___ RECORDS FOR THIS TASK

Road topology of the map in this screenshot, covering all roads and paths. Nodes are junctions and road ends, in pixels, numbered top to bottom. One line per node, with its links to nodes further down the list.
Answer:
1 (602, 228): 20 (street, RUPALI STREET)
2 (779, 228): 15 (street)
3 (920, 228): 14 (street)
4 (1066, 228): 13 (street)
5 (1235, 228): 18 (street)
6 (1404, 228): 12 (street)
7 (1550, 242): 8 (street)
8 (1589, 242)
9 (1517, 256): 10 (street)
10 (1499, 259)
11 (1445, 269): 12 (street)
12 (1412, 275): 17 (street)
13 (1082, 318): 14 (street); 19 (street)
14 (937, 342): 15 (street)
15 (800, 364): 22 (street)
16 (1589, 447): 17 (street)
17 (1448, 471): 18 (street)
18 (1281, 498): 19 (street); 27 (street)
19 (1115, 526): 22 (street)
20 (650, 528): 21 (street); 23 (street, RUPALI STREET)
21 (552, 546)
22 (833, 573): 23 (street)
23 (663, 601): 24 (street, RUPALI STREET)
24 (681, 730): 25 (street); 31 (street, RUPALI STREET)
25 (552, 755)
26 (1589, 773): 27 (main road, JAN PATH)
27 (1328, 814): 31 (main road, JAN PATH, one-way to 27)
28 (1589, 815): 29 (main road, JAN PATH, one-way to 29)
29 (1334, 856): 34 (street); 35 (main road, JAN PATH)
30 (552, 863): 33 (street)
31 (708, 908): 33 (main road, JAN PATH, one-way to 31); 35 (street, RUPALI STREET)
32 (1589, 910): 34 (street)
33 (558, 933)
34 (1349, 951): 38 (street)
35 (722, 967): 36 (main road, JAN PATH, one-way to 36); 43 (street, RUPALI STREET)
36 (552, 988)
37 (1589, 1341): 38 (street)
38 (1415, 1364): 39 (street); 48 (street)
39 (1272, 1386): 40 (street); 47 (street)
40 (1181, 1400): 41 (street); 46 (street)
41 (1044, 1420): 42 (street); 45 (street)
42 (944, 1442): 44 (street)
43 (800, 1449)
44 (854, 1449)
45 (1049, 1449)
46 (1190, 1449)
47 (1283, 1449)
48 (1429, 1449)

______

ASSIGNMENT:
List all lines in the material containing the string "main".

EXERCISE RESULT:
26 (1589, 773): 27 (main road, JAN PATH)
27 (1328, 814): 31 (main road, JAN PATH, one-way to 27)
28 (1589, 815): 29 (main road, JAN PATH, one-way to 29)
29 (1334, 856): 34 (street); 35 (main road, JAN PATH)
31 (708, 908): 33 (main road, JAN PATH, one-way to 31); 35 (street, RUPALI STREET)
35 (722, 967): 36 (main road, JAN PATH, one-way to 36); 43 (street, RUPALI STREET)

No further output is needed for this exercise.